Mrs. Colwood laughed.

"Sit down there, and tell me all about it."

She pushed Diana into a chair and sat down at her feet. Diana, with some difficulty, her hand over her eyes, told all that could be told of a moment the heart of which no true lover betrays. Muriel Colwood listened with her face against the girl's dress, sometimes pressing her lips to the hand beside her.

"Is he going to see Lady Lucy to-morrow?" she asked, when Diana paused.

"Yes. He goes up by the first train."

Both were silent awhile. Diana, in the midst of all the natural flutter of blood and pulse, was conscious of a strong yearning to tell her friend more--to say: "And he has brought me comfort and courage--as well as love! I shall dare now to look into the past--to take up my father's burden.

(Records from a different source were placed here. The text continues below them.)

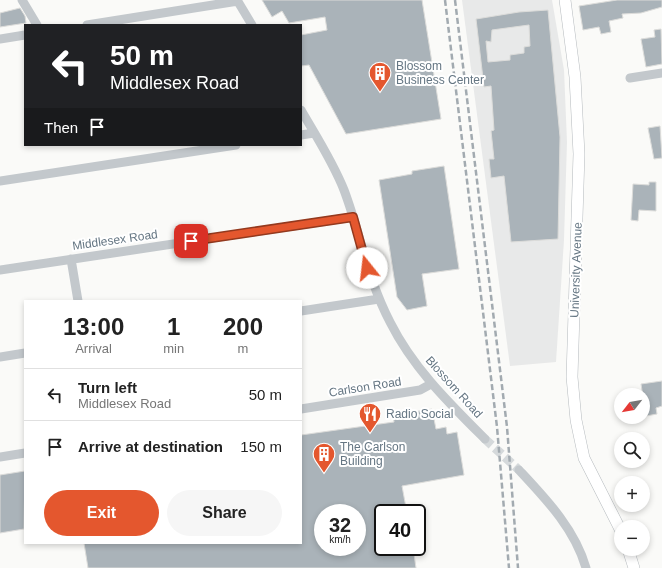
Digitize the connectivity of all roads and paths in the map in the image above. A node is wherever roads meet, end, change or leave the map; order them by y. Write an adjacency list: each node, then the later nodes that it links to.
1 (22, 0): 4 (street)
2 (564, 0): 30 (main road, University Avenue)
3 (238, 1): 5 (street); 6 (street)
4 (36, 24)
5 (94, 24)
6 (251, 24)
7 (24, 35): 8 (street)
8 (0, 39)
9 (662, 73): 10 (street)
10 (630, 78)
11 (302, 112): 12 (street, Blossom Road)
12 (314, 133): 13 (street); 16 (street, Blossom Road)
13 (302, 135)
14 (229, 146): 15 (street)
15 (0, 181)
16 (353, 217): 17 (street, Middlesex Road); 19 (street, Blossom Road)
17 (71, 259): 18 (street, Middlesex Road); 20 (street)
18 (0, 270)
19 (379, 299): 21 (street); 24 (street, Blossom Road)
20 (78, 300)
21 (302, 311)
22 (24, 353): 23 (street)
23 (0, 357)
24 (431, 384): 25 (street, Carlson Road); 26 (street, Blossom Road)
25 (302, 409)
26 (486, 439)
27 (24, 453): 28 (street)
28 (0, 457)
29 (518, 470): 32 (street)
30 (615, 520)
31 (630, 556): 33 (main road)
32 (586, 568)
33 (634, 568)

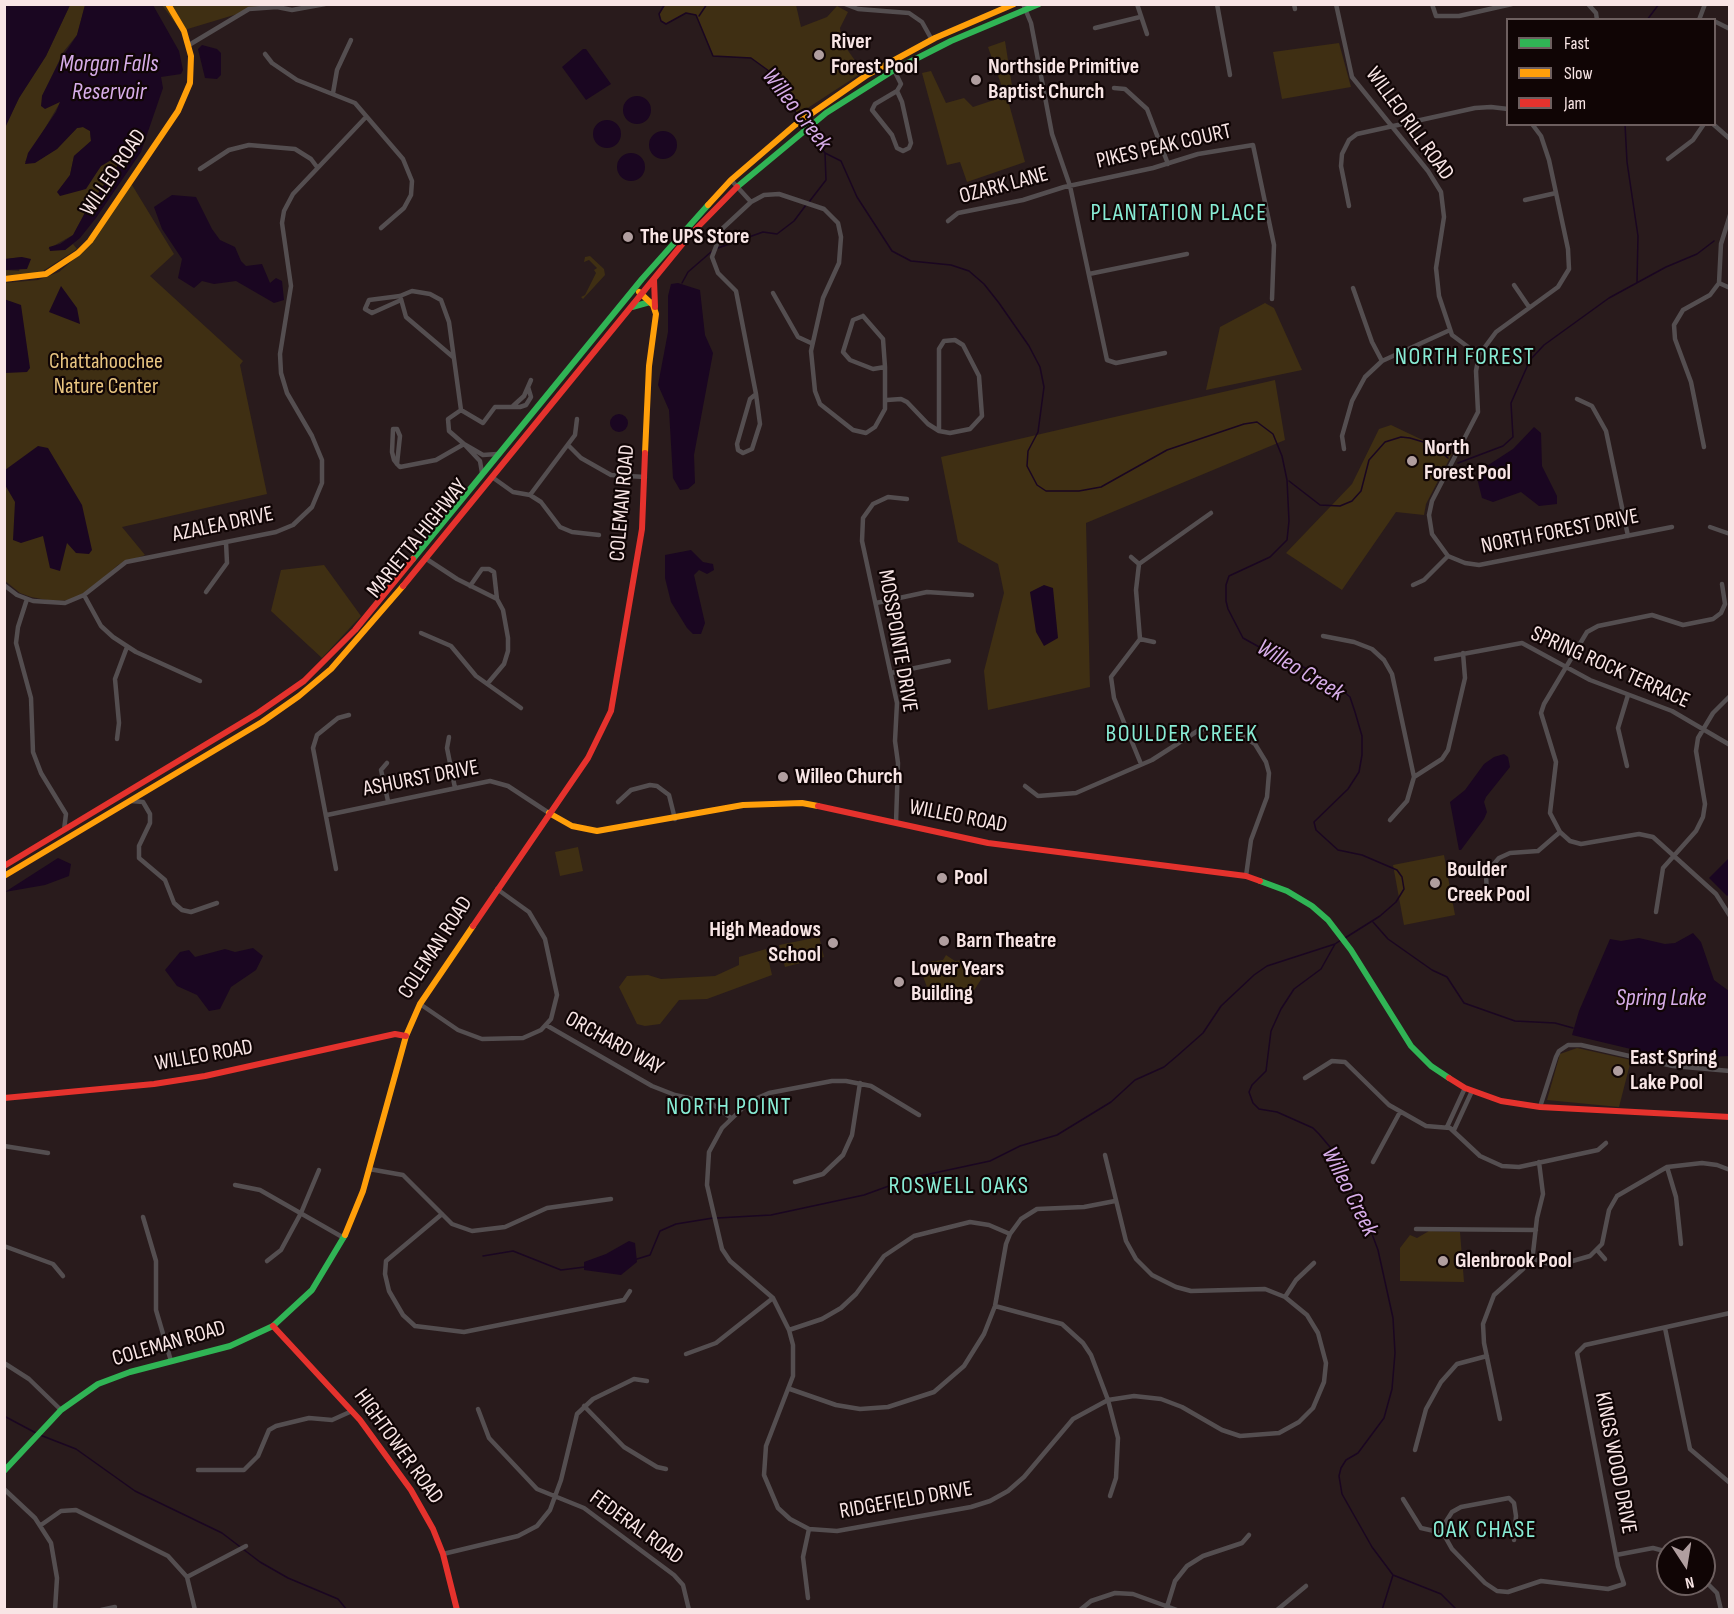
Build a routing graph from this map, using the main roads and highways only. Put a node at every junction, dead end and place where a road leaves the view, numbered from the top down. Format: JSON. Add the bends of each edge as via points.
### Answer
{"nodes":[{"id":1,"x":168,"y":4,"type":"edge"},
{"id":2,"x":1014,"y":4,"type":"edge"},
{"id":3,"x":1039,"y":4,"type":"edge"},
{"id":4,"x":1025,"y":7,"type":"edge"},
{"id":5,"x":4,"y":279,"type":"edge"},
{"id":6,"x":654,"y":279,"type":"junction"},
{"id":7,"x":634,"y":288,"type":"junction"},
{"id":8,"x":641,"y":294,"type":"junction"},
{"id":9,"x":653,"y":305,"type":"junction"},
{"id":10,"x":630,"y":308,"type":"junction"},
{"id":11,"x":549,"y":813,"type":"junction"},
{"id":12,"x":4,"y":866,"type":"edge"},
{"id":13,"x":4,"y":876,"type":"edge"},
{"id":14,"x":406,"y":1035,"type":"junction"},
{"id":15,"x":4,"y":1098,"type":"edge"},
{"id":16,"x":1730,"y":1117,"type":"edge"},
{"id":17,"x":273,"y":1326,"type":"junction"},
{"id":18,"x":4,"y":1472,"type":"edge"},
{"id":19,"x":457,"y":1610,"type":"edge"}],
"edges":[{"from":1,"to":5,"type":"main road","name":"WILLEO ROAD","via":[[189,45],[192,77],[183,102],[90,241],[52,271]]},
{"from":2,"to":7,"type":"main road","name":"MARIETTA HIGHWAY","via":[[932,40],[867,75],[810,113],[731,180]]},
{"from":3,"to":4,"type":"main road","name":"MARIETTA HIGHWAY"},
{"from":4,"to":6,"type":"main road","name":"MARIETTA HIGHWAY","via":[[894,70],[813,123],[737,187]]},
{"from":6,"to":8,"type":"main road","name":"MARIETTA HIGHWAY"},
{"from":6,"to":9,"type":"main road","name":"COLEMAN ROAD"},
{"from":7,"to":8,"type":"main road"},
{"from":7,"to":12,"type":"main road","name":"MARIETTA HIGHWAY","via":[[355,630],[304,681],[266,708]]},
{"from":8,"to":9,"type":"main road"},
{"from":8,"to":10,"type":"main road","name":"MARIETTA HIGHWAY"},
{"from":9,"to":10,"type":"main road"},
{"from":9,"to":11,"type":"main road","name":"COLEMAN ROAD","via":[[638,555],[611,711],[595,747]]},
{"from":10,"to":13,"type":"main road","name":"MARIETTA HIGHWAY","via":[[353,646],[308,689],[262,722]]},
{"from":11,"to":14,"type":"main road","name":"COLEMAN ROAD","via":[[420,1004]]},
{"from":11,"to":16,"type":"main road","name":"WILLEO ROAD","via":[[572,826],[592,831],[741,805],[811,804],[988,843],[1246,876],[1287,891],[1328,920],[1411,1046],[1431,1066],[1469,1090],[1501,1101],[1540,1107]]},
{"from":14,"to":15,"type":"main road","name":"WILLEO ROAD","via":[[395,1034],[154,1084]]},
{"from":14,"to":17,"type":"main road","name":"COLEMAN ROAD","via":[[355,1214],[312,1290]]},
{"from":17,"to":18,"type":"main road","name":"COLEMAN ROAD","via":[[230,1346],[103,1382],[61,1410]]},
{"from":17,"to":19,"type":"main road","name":"HIGHTOWER ROAD","via":[[352,1411],[415,1496],[443,1554]]}]}
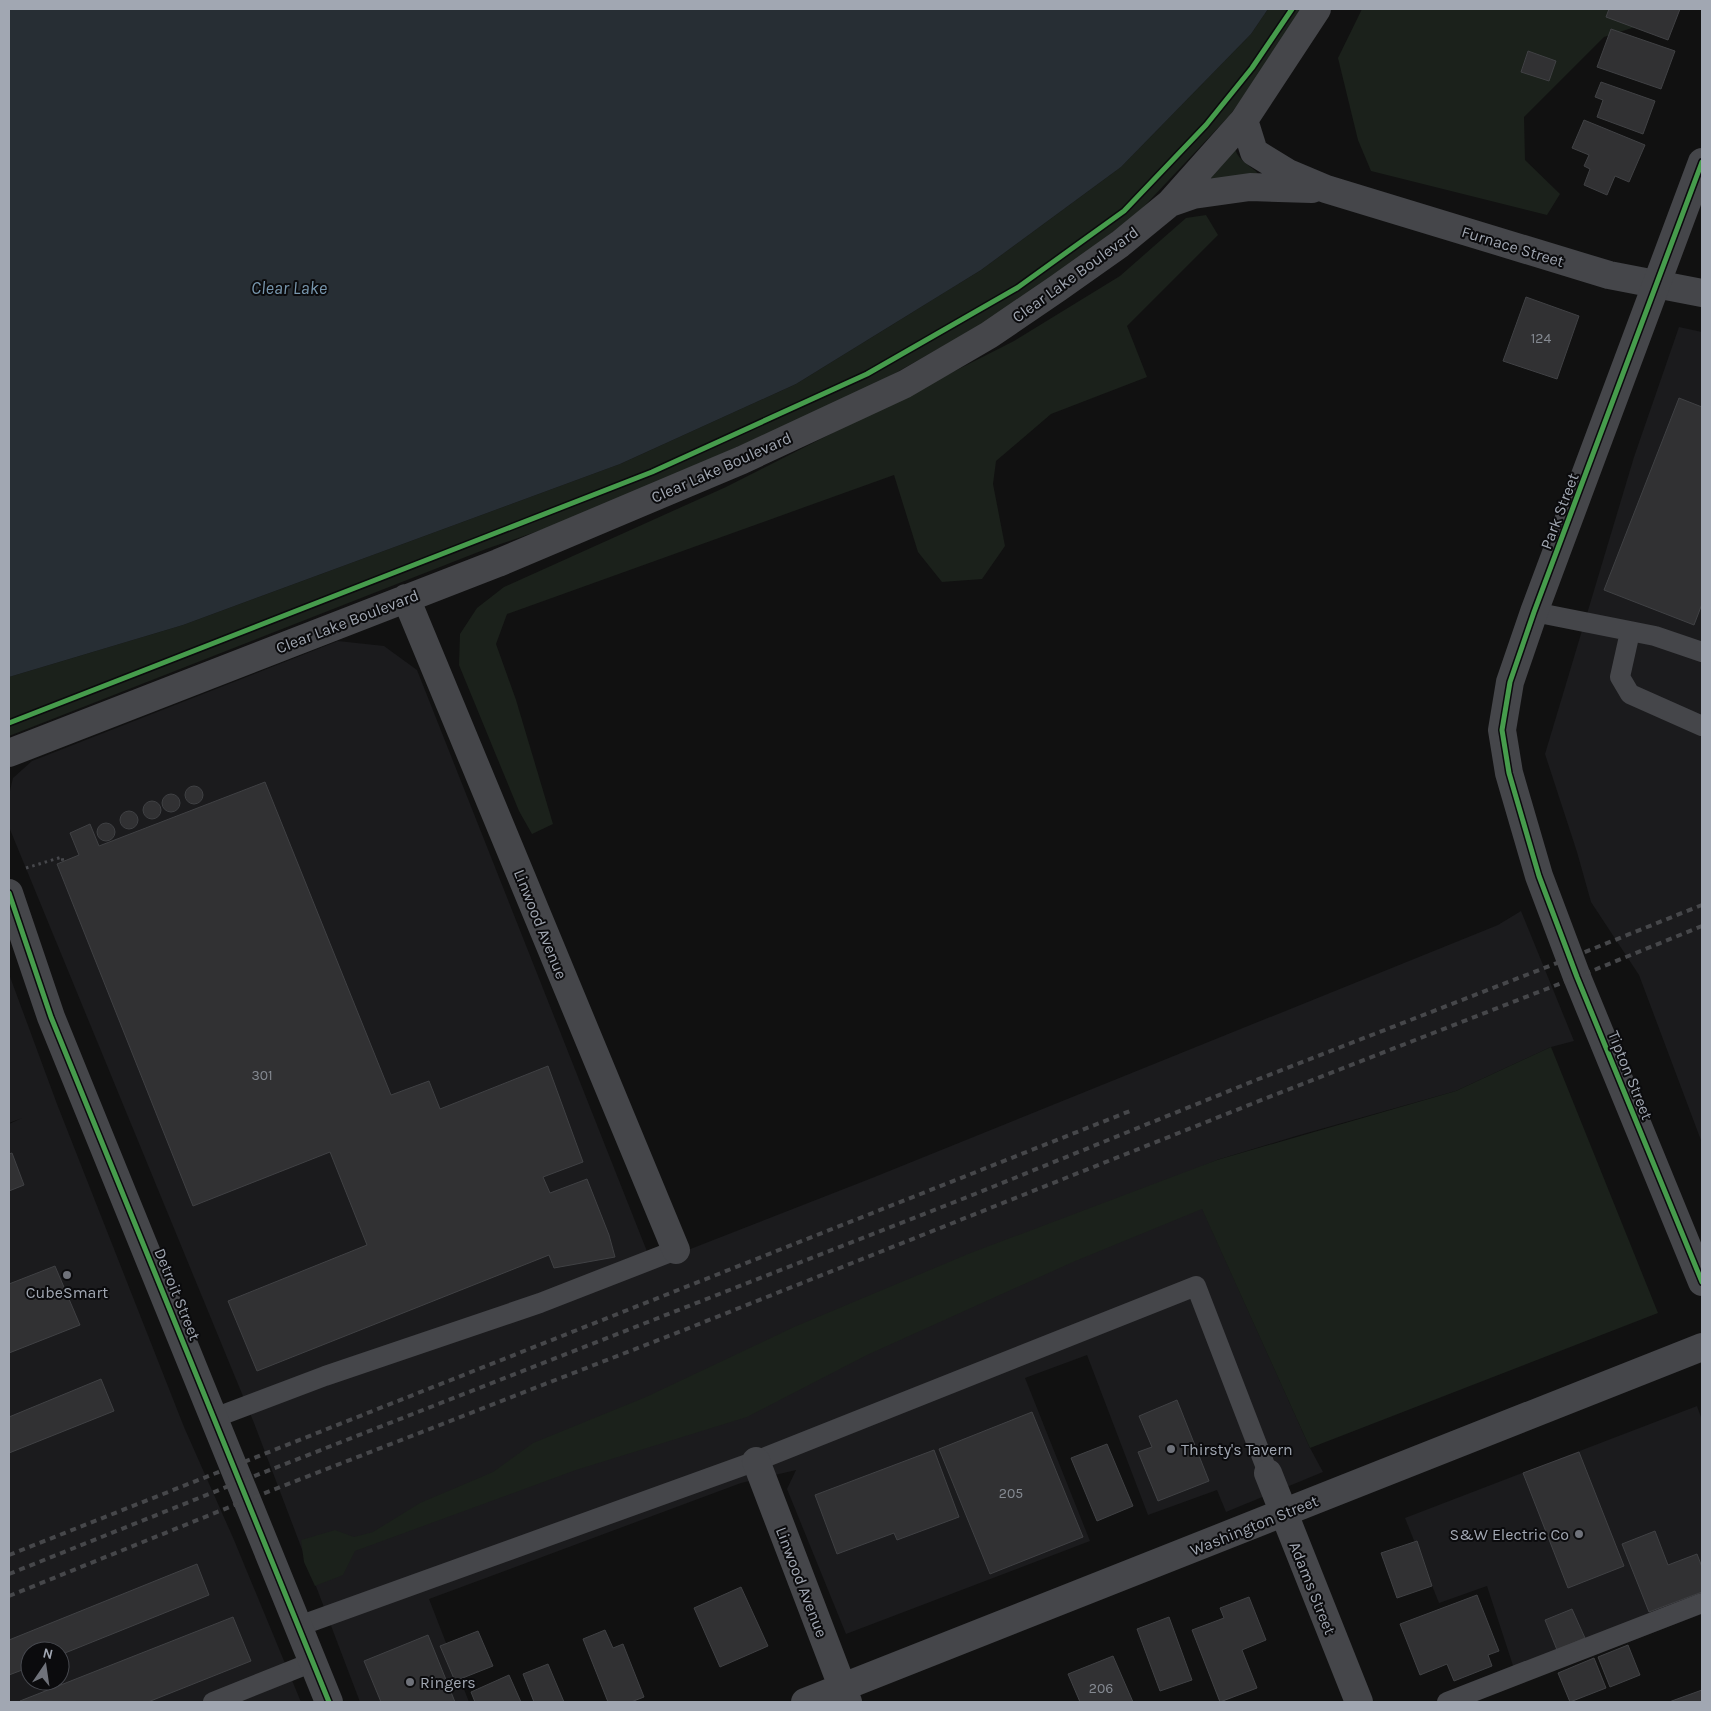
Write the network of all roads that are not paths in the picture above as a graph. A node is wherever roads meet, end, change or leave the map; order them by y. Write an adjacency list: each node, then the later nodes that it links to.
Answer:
1 (1317, 9): 2 (street, Clear Lake Boulevard)
2 (1244, 120): 4 (street, Furnace Street); 5 (street, Clear Lake Boulevard)
3 (1702, 162): 6 (street, Park Street)
4 (1326, 189): 5 (street, Furnace Street); 6 (street, Furnace Street)
5 (1170, 203): 8 (street, Clear Lake Boulevard)
6 (1657, 285): 7 (street, Furnace Street); 9 (street, Park Street)
7 (1702, 293)
8 (406, 598): 13 (street, Clear Lake Boulevard); 16 (street, Linwood Avenue)
9 (1534, 612): 10 (lane); 14 (street, Park Street)
10 (1630, 632): 11 (lane); 12 (lane)
11 (1702, 652)
12 (1702, 726)
13 (9, 753)
14 (1539, 876): 17 (street, Tipton Street)
15 (9, 893): 19 (street, Detroit Street)
16 (676, 1250): 19 (lane)
17 (1702, 1282)
18 (1702, 1347): 22 (street, Washington Street)
19 (214, 1418): 24 (street, Detroit Street)
20 (756, 1461): 21 (lane); 24 (lane); 26 (street, Linwood Avenue)
21 (1268, 1473): 22 (street, Adams Street)
22 (1283, 1514): 26 (street, Washington Street); 30 (street, Adams Street)
23 (1702, 1603): 31 (lane)
24 (299, 1626): 25 (street, Detroit Street)
25 (313, 1662): 27 (lane); 28 (street, Detroit Street)
26 (845, 1695): 29 (street, Washington Street)
27 (214, 1702)
28 (329, 1702)
29 (805, 1702)
30 (1359, 1702)
31 (1447, 1702)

If it hurts, Oliver will help me."

But she had been brought up in a school of reticence, and her loyalty to her father and mother sealed her lips. That anxiety, that burden, nobody must share with her but Oliver--and perhaps his mother; his mother, so soon to be hers.

Muriel Colwood, watching her face, could hardly restrain herself. But the moment for which her whole being was waiting in a tension scarcely to be borne had not yet come. She chastened and rebuked her own dread.